Московская литература сложна, ветвиста и пестра. Но я давно хочу, не дробя слой, одним емким образом (или формулой) охватить весь этот огромный и раздражающий меня бумажный ворох. Но образ что-то не отыскивается.
Пока.
Письмо четвертое
Нашел: Глядея. В заклятии против лихорадок помянуты старец Сисиний и тринадцать сестер-трясовиц. Так вот одна из них - Глядея.

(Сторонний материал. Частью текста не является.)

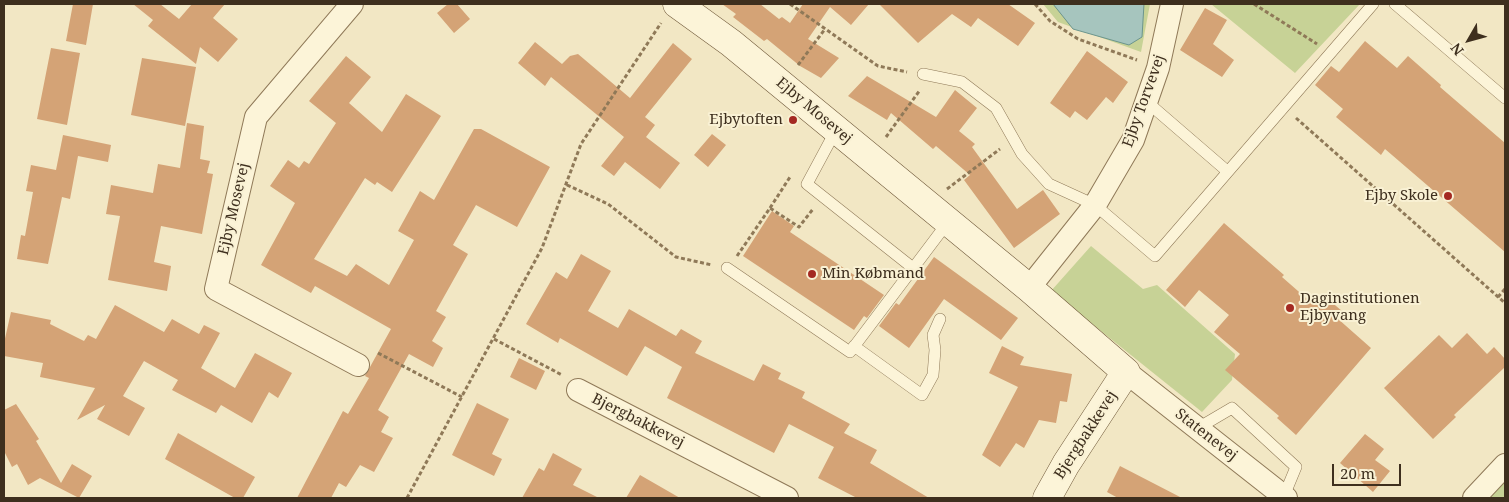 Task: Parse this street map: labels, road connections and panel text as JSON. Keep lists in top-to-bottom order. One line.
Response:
{"streets":{"street":["Ejby Torvevej","Ejby Mosevej","Bjergbakkevej","Statenevej"]},"crossings":[["Ejby Torvevej","Ejby Mosevej"],["Ejby Mosevej","Bjergbakkevej"],["Ejby Mosevej","Statenevej"],["Bjergbakkevej","Statenevej"]],"places":["Ejbytoften","Ejby Skole","Min Købmand","Daginstitutionen Ejbyvang"],"scale_bar":"20 m","north":"bottom left"}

У нас, как у нас. Не Геликоны и не Парнасы, а семью кочками из болот и грязей - древнее московское семихолмье; вместо песен цикад - укусы малярийных комаров; вместо девяти Аонид - тринадцать сестер-трясовиц.
Аониды учат мерно пульсирующему, в метр и ритм вдетому стиху; трясовицы знают, как пролихорадить и порвать строку, всегда у них трясущуюся, нервно роняющую буквы. Заклятия не берут трясовиц. Они живы. И близко: тут. Встречи с ними опасны. Но всего опаснее - с Глядеей. Глядея умеет одно: глядеть и учит только одному: глядеть. У людей глазницы не пусты, но глаза в них то пусты, то полны, то видят, то не видят, то рвут лучи, то позволяют им срастаться снова; то опускают веки в сон, то раскрывают их в явь. У Глядеи голые глаза: век нет - оторваны.